**WORK REQUIRED**.
Copy out every line in the entries below that includes "give".
○ ○ ○
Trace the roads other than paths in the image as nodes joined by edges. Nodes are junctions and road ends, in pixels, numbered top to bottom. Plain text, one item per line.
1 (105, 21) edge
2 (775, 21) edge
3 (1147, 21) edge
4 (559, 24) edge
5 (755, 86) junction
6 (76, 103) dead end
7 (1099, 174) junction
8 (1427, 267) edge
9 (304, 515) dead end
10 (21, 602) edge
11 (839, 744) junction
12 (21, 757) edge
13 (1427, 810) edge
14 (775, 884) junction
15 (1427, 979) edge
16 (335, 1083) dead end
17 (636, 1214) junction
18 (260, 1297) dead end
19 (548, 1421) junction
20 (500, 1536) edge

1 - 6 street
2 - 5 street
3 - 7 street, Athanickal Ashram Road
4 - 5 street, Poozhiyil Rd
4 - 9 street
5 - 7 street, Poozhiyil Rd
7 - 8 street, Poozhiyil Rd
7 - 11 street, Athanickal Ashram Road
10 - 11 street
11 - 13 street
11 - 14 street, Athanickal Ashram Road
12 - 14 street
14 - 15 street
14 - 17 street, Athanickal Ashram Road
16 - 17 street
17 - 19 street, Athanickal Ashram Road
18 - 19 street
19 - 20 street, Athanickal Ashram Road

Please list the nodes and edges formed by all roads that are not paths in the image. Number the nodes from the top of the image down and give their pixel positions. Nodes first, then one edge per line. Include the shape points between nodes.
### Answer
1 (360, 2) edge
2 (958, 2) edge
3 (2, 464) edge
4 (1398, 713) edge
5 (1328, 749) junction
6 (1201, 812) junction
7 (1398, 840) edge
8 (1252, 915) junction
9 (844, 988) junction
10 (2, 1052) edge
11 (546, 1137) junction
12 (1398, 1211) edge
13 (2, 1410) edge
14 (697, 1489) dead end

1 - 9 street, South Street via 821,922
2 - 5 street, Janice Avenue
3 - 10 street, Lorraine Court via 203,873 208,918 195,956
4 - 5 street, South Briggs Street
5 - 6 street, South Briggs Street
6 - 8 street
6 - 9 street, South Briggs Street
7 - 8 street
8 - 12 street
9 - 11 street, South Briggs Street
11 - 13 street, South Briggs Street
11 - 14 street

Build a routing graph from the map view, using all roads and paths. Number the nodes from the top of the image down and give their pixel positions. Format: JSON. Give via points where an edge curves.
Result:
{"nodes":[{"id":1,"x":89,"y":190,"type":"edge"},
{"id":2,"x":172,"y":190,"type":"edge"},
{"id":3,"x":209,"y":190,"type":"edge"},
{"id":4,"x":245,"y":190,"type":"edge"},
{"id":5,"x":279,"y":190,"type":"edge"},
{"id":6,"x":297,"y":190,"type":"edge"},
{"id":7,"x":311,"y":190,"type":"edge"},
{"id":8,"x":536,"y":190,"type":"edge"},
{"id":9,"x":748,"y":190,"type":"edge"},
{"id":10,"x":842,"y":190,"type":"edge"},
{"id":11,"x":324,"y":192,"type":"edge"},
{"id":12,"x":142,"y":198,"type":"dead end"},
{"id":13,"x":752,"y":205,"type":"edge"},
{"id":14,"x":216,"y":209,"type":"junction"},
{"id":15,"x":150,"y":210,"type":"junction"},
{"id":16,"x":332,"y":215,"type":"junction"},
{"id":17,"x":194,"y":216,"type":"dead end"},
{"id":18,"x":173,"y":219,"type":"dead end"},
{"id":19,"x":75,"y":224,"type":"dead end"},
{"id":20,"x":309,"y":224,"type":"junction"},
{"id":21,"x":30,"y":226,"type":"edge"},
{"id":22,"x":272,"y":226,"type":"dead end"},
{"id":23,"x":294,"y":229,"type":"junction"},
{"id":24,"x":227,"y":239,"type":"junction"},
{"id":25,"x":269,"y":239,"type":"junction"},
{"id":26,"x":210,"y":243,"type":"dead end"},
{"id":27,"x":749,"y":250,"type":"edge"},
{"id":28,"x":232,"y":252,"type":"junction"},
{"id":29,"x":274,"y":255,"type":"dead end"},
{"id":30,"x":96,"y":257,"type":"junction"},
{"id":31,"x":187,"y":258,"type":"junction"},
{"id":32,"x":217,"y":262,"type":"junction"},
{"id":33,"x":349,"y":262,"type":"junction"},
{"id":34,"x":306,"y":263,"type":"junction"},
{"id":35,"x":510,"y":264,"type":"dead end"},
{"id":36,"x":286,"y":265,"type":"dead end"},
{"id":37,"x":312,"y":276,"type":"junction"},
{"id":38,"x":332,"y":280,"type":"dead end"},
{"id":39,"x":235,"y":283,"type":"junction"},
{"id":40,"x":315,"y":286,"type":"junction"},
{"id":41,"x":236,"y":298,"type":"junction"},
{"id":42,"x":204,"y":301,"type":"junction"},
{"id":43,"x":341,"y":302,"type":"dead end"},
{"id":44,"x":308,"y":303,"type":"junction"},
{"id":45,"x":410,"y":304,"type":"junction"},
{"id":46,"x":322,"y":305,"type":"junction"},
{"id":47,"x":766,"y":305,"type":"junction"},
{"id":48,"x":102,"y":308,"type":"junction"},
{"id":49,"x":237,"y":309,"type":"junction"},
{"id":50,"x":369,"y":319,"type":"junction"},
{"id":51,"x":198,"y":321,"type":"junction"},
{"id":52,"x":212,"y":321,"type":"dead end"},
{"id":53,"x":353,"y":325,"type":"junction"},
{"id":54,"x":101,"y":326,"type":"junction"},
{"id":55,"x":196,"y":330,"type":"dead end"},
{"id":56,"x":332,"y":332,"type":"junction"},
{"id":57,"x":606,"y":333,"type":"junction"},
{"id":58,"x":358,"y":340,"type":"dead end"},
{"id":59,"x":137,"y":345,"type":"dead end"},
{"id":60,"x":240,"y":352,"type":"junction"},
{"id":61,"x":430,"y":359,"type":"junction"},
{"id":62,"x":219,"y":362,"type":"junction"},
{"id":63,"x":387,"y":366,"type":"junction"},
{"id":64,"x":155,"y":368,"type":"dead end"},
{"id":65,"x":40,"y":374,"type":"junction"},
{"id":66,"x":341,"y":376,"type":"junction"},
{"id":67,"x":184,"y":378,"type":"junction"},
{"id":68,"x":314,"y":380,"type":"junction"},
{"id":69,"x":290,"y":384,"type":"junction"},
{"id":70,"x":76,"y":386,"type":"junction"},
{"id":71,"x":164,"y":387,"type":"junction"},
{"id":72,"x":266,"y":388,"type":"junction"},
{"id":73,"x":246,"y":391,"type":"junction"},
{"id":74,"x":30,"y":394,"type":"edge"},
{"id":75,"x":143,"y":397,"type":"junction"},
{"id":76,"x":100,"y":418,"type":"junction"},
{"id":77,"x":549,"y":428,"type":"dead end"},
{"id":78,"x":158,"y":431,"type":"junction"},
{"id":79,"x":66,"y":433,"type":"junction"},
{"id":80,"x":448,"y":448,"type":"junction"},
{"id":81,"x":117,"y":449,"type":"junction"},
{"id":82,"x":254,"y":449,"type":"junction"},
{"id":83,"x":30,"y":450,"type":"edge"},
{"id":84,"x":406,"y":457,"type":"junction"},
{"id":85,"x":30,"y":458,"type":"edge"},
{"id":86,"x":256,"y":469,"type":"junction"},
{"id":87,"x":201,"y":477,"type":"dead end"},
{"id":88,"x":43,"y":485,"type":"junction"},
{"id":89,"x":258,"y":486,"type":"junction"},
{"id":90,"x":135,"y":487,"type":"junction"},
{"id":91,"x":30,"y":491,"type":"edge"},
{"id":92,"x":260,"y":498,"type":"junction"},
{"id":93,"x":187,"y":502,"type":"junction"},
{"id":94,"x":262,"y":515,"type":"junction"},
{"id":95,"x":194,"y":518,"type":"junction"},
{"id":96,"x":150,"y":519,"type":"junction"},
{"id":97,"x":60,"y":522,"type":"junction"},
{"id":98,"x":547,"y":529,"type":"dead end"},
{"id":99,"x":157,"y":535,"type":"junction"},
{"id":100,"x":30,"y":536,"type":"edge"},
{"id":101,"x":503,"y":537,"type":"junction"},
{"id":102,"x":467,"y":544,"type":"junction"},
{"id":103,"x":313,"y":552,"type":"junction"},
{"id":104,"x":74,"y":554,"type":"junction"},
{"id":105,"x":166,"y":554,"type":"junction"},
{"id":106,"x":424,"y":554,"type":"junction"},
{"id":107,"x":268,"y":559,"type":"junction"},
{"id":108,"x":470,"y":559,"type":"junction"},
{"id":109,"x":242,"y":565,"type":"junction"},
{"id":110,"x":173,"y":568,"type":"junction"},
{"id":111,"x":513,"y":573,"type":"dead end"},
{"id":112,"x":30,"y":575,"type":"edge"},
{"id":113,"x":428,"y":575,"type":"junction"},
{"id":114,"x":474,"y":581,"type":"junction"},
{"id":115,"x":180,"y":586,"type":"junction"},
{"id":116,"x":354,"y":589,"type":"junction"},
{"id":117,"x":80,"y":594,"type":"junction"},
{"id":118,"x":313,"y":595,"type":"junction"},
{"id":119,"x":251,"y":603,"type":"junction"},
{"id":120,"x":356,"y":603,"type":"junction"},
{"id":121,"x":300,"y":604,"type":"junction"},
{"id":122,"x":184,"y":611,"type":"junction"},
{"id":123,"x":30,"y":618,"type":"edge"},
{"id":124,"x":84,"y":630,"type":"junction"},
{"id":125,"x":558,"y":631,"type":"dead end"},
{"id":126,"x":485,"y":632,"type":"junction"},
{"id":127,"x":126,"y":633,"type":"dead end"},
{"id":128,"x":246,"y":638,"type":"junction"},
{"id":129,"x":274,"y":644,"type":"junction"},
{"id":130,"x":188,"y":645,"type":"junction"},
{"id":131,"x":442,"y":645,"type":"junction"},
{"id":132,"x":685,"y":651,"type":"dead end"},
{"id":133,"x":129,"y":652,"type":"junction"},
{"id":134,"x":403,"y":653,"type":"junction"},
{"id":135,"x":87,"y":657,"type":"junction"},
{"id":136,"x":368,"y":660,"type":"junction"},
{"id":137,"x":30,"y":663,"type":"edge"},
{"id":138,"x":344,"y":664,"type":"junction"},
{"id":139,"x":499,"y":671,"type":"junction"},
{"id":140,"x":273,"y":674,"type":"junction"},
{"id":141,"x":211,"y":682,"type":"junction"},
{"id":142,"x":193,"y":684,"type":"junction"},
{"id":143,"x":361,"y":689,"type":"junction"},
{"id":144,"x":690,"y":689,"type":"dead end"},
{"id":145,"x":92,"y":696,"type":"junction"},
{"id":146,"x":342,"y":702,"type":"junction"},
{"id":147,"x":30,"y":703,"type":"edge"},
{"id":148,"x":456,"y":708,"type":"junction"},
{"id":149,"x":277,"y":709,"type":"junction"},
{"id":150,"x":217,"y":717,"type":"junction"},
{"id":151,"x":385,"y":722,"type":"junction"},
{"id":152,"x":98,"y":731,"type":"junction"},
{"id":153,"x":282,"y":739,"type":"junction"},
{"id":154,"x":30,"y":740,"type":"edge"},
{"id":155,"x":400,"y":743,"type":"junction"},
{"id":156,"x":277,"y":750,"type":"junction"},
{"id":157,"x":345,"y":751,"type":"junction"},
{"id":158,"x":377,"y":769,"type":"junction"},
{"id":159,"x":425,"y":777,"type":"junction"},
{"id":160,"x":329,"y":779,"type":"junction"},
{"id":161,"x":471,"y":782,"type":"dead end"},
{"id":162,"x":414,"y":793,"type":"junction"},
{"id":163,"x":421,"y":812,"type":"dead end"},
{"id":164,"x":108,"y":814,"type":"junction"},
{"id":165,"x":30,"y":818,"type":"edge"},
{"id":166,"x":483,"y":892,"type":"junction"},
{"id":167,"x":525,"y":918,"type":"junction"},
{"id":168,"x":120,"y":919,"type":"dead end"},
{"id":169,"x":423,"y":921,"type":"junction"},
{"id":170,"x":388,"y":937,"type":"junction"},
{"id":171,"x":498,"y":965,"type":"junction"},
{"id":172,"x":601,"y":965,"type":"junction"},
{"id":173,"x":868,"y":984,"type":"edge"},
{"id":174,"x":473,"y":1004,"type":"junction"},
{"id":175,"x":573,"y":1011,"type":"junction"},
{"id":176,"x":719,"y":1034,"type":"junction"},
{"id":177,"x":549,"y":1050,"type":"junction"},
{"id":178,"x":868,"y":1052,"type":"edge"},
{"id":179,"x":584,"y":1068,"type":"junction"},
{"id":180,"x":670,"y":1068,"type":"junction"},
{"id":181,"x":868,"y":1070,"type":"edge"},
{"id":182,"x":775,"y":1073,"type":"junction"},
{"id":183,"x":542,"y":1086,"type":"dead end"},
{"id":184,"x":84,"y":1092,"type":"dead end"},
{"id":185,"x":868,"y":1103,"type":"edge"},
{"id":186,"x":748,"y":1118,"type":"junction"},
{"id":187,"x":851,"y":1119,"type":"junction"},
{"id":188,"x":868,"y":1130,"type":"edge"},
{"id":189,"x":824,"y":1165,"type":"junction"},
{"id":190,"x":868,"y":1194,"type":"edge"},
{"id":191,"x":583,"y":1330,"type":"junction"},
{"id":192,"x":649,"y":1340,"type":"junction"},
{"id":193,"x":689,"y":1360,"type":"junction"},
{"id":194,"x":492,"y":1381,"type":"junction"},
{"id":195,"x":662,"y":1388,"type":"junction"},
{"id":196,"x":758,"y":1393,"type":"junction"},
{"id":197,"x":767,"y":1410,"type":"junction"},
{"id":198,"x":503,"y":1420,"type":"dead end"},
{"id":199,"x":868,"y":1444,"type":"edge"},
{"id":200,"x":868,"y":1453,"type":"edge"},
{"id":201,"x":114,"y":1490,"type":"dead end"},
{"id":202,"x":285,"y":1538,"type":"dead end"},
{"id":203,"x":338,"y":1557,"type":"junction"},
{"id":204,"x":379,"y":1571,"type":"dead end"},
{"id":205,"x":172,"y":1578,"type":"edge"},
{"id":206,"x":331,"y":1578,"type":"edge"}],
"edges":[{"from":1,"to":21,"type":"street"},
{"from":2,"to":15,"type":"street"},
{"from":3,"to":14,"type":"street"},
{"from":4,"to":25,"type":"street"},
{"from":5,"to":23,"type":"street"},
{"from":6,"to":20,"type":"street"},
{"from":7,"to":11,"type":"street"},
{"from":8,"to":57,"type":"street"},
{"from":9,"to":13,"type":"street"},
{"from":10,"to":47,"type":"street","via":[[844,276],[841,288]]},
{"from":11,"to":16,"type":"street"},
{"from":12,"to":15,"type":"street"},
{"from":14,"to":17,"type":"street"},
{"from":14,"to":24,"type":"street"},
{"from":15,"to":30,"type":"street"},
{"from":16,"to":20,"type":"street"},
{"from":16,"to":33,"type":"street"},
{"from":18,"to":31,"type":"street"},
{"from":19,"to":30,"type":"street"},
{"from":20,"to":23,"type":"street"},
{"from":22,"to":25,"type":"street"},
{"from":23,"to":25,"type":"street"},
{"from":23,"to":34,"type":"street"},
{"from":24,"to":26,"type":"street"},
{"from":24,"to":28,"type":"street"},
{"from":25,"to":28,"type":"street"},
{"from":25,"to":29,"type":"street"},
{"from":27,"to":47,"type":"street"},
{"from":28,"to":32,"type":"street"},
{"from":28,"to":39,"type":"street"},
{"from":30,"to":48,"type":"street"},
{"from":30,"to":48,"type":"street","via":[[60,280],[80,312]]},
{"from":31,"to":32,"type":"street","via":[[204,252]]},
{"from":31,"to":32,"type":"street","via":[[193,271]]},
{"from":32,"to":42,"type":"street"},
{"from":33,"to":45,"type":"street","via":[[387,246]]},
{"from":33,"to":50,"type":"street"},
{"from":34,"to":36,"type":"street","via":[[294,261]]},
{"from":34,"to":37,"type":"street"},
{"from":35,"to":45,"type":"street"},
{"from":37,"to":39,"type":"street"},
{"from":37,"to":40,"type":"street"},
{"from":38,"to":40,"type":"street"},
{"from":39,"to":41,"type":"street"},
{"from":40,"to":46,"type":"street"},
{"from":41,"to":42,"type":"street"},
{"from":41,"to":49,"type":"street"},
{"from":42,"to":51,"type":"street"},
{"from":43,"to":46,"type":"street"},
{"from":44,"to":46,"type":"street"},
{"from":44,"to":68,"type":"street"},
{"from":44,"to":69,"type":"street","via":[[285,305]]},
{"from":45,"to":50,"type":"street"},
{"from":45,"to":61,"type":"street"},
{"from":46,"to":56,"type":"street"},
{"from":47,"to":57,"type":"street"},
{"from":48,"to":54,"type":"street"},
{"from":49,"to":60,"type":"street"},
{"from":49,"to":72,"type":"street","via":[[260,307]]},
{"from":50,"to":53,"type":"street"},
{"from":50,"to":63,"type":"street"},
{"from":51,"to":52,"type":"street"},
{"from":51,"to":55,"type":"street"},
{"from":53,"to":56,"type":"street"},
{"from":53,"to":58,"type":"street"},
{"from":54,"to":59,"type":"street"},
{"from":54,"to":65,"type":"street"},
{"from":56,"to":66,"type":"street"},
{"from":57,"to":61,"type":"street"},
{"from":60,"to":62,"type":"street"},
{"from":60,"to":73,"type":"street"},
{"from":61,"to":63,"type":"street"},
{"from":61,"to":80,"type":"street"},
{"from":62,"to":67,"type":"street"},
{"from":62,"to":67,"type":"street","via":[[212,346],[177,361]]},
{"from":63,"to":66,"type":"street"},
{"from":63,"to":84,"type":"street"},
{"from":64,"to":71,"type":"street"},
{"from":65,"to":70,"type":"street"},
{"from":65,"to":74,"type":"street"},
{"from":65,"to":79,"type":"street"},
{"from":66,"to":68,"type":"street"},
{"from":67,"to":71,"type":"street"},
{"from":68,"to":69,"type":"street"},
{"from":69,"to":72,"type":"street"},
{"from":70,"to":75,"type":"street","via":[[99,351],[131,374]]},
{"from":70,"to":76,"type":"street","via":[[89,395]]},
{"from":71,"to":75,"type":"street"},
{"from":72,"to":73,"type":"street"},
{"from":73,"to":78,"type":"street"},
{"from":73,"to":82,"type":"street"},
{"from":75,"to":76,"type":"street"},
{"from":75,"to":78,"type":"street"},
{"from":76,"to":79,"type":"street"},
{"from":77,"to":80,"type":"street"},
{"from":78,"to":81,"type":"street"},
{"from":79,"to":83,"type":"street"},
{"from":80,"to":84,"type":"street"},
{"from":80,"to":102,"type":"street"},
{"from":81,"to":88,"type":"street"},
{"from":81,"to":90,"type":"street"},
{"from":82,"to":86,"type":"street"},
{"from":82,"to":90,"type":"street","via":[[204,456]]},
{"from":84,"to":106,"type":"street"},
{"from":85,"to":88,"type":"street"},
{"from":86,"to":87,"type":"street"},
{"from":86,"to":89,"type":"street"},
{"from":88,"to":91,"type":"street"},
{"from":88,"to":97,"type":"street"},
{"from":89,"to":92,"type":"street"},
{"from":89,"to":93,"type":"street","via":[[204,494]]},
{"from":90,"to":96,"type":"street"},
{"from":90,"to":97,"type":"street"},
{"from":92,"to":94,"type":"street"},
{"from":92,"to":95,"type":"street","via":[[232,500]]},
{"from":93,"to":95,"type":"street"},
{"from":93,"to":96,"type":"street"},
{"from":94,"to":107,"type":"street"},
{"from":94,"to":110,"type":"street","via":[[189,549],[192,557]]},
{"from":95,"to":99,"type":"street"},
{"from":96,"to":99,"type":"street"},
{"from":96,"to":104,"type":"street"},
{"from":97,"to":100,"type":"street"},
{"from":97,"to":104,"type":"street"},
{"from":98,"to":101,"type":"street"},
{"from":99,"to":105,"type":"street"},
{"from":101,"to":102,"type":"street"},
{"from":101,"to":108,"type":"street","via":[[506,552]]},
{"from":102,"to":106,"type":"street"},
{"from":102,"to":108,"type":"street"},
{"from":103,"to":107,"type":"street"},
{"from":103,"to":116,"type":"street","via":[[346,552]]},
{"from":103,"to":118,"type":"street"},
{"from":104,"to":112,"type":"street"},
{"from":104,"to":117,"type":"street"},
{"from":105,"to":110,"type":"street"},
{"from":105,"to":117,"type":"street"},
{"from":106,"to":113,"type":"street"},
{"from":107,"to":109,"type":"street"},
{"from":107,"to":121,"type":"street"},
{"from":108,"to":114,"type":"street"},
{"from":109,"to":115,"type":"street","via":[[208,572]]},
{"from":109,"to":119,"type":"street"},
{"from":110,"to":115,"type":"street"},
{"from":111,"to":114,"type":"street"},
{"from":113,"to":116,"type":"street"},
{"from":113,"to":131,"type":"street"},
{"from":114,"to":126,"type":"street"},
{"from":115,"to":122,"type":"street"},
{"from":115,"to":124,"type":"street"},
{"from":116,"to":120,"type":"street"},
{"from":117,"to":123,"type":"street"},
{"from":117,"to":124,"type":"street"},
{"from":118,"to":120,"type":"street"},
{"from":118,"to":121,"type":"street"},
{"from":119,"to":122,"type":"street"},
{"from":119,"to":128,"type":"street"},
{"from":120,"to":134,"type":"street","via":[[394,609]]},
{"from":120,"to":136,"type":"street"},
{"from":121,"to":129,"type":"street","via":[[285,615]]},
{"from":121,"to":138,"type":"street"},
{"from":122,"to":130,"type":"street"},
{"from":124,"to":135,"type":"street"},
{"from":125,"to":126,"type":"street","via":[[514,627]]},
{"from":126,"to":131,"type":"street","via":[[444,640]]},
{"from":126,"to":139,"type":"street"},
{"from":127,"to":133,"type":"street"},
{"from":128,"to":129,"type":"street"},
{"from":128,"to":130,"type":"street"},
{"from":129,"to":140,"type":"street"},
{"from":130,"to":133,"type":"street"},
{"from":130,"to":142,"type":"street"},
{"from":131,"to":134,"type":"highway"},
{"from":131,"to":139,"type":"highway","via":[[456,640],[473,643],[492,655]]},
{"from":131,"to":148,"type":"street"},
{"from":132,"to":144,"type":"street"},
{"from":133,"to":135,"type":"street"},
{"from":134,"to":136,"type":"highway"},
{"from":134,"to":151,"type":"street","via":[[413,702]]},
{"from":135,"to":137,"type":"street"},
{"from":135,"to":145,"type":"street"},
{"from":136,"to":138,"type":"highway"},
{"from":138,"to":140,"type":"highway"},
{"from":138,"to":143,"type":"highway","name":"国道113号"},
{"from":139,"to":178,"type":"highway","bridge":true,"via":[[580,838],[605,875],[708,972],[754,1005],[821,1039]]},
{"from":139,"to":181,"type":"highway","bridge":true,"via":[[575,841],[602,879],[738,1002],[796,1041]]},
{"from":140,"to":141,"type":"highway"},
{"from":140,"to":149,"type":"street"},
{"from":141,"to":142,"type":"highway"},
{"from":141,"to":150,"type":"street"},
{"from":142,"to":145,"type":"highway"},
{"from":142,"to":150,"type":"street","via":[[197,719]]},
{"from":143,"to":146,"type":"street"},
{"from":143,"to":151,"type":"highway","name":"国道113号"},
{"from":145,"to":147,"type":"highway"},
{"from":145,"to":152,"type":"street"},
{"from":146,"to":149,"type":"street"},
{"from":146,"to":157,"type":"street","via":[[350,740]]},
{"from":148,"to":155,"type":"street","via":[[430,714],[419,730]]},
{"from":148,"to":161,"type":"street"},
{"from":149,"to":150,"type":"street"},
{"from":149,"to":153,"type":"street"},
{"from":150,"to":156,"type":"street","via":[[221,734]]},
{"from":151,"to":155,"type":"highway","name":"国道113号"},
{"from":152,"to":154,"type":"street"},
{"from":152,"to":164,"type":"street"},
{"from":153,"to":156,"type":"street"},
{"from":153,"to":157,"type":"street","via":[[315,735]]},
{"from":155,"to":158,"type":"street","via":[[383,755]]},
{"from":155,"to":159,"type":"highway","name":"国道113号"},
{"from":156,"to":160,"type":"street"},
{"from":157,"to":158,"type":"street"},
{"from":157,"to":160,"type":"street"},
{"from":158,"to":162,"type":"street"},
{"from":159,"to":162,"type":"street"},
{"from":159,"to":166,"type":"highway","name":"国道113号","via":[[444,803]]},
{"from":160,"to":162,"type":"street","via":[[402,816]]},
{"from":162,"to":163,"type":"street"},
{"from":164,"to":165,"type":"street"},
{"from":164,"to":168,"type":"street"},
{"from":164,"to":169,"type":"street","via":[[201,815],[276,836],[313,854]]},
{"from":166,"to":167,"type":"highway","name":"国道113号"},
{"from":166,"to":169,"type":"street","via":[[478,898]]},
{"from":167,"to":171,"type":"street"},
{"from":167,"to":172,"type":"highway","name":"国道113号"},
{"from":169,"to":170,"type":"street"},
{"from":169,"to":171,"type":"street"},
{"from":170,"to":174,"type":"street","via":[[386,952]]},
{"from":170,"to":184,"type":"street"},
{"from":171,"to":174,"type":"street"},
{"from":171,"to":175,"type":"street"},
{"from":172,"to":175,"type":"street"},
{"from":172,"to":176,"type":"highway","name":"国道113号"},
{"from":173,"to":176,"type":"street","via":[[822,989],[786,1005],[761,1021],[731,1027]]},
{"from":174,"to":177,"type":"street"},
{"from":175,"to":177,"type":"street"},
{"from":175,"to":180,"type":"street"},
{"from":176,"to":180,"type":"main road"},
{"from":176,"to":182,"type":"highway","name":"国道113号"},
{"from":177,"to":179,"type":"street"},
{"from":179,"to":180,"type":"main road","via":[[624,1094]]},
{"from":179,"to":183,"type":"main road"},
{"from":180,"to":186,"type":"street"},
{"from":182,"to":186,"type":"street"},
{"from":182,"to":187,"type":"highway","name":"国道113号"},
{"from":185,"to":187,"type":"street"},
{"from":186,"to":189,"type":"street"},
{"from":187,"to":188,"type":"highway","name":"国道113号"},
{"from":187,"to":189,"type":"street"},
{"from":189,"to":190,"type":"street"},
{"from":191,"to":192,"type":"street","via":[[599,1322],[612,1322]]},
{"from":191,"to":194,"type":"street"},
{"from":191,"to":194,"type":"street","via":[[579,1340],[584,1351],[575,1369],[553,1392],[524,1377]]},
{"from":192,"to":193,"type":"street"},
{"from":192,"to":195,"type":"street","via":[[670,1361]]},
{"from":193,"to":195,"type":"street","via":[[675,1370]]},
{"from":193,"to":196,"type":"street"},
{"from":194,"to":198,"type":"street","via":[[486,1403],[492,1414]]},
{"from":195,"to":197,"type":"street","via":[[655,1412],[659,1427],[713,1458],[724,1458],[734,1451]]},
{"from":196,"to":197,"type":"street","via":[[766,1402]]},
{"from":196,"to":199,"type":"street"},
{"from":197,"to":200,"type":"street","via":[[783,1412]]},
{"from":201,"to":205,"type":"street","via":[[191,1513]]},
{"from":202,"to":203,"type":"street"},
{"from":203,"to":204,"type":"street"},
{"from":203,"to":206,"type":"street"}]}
○ ○ ○
**EXERCISE ANSWER**.
Please list the nodes and edges formed by all roads that are not paths in the image. Number the nodes from the top of the image down and give their pixel positions. Nodes first, then one edge per line. Include the shape points between nodes.
Build a routing graph from the map view, using all roads and paths. Number the nodes from the top of the image down and give their pixel positions. Format: JSON. Give via points where an edge curves.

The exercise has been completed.